В полдень захотелось искупаться. Подвернув к берегу, раздеваюсь, прижимаю руки к бедрам, прыгаю в омут. Вода холодная и плотная. Под корягою, в желтых водорослях, затаился усатый налим. Протягиваю руку, пытаюсь схватить его за жабры. Налим вильнул хвостом, замутил воду, скрылся в береговой норе. Стрелою несется за стайкой плотвы белобрюхая щука. На самом дне копошатся водяные козявки, жужелицы и мальки. Вынырнув, жмурюсь от солнца, сверкающего над лесом.
Мое ухо ловит песню. Женский голос, звонкий и сильный, звенит, приближаясь к реке:
Ты, заря ль, да ты, моя зоренька! Заря моя, да ты все холодная…Нет, это не сон. Воздух трепещет от песни, такой близкой и манящей.
Одеваюсь бегу на голос.
Мы столкнулись на узкой поляне лицом к лицу. Пестря гавкнул, но тотчас отлетел в сторону от удара моей ноги.

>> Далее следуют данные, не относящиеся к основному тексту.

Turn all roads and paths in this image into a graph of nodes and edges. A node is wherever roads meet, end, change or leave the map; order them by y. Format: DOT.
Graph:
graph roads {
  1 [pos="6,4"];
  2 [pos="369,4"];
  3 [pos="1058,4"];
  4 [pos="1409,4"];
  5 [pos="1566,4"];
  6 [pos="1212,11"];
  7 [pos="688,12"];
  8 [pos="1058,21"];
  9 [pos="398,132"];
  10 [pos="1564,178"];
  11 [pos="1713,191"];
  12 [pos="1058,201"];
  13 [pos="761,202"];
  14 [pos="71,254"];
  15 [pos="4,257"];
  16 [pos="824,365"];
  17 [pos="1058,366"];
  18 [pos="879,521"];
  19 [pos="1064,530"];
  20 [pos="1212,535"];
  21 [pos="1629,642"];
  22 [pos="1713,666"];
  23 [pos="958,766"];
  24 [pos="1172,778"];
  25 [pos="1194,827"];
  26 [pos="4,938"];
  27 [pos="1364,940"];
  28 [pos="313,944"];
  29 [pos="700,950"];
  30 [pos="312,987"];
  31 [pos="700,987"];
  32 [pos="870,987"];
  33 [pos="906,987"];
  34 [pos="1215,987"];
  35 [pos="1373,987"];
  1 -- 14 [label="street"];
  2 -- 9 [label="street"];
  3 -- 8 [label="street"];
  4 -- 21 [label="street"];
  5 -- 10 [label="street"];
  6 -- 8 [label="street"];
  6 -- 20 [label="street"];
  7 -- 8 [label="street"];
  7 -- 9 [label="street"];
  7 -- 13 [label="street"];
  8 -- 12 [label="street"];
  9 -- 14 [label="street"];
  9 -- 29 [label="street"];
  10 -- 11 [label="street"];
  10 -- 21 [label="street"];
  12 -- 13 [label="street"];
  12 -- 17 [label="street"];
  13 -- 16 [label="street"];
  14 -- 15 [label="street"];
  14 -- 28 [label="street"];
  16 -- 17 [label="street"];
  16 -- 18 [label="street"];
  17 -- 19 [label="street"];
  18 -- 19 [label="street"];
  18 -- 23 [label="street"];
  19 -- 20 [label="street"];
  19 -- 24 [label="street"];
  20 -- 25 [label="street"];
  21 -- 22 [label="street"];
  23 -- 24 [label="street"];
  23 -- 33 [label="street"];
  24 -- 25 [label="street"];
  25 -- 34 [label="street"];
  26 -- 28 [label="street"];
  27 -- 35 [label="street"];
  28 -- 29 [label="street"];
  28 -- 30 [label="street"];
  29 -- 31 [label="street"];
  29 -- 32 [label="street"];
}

Собака поджимает хвост: в первый раз ей не дают облаивать незнакомого человека.
Девушка вскрикивает. Голубое ведро падает из рук.
— Что тут делаешь? — спрашиваю я.
— Уголь жжем с тятькой. Угольщики мы. Тятьку моего Ермолай Плетнев звать. Может, слыхал? Летом наготовим, осенью на плотах к заводам продавать везем.
— Далеко забрались.
— Там, в низовьях, лес рубить не дают, а здесь можно. Вот и приходится забираться. Пашни у нас нет, углем кормимся.
Волосы у нее совсем рыжие.
Она дышит глубоко.
Я смотрю на лицо, на пышные волосы, на ласковые, задорные губы. Удивительные глаза: совсем не такие, как у всех. Тусклые скаты гор и дымчато-зеленые холмы сливаются в скользящее пятно.
Она хочет пройти. Я загораживаю дорогу.
— Испугалась?
— А то как же, — отвечает она, тряхнув волосами. — Четвертую неделю живем, никого не видала, и вдруг тебя нанесло. Я подумала — оборотень. Только оборотни без собак ходят…
Спрашиваю, как ее звать.
— Марфа.
— А меня — Матвей.
Сорвав былинку, она жует ее зубами.
— Ну, идем до реки: пособлю.
Поднимаю ведро, и она доверчиво шагает со мною рядом, улыбаясь, покачивая бедрами. Страх у нее прошел, и она уже прихорашивается, поправляет кофту на груди. Спотыкаюсь о муравьиные кочки. Девушка плотная и гибкая, совсем как та, что снилась по ночам, только волосы рыжие.
На ходу задеваем бедрами друг друга. Марфа что-то говорит. В моих ушах отдается смех, слова тают. Я кладу ей на плечо руку.
— Не балуй. Думаешь, в лесу — так и можно охальничать?
Но глаза улыбаются. Садимся на траву, разговариваем, И такое нежное, радостное солнце над нами, и так тихо кругом, что от счастья останавливается сердце. Опять трогаю плечо девушки, заглядываю в глаза. Она не отталкивает, но сжимается и сидит, присмиревшая. Чувствую ее запах — радостный, пьяный запах распускающихся черемуховых почек.
— Обед готовить пора, — вспоминает она и протягивает руку за ведром.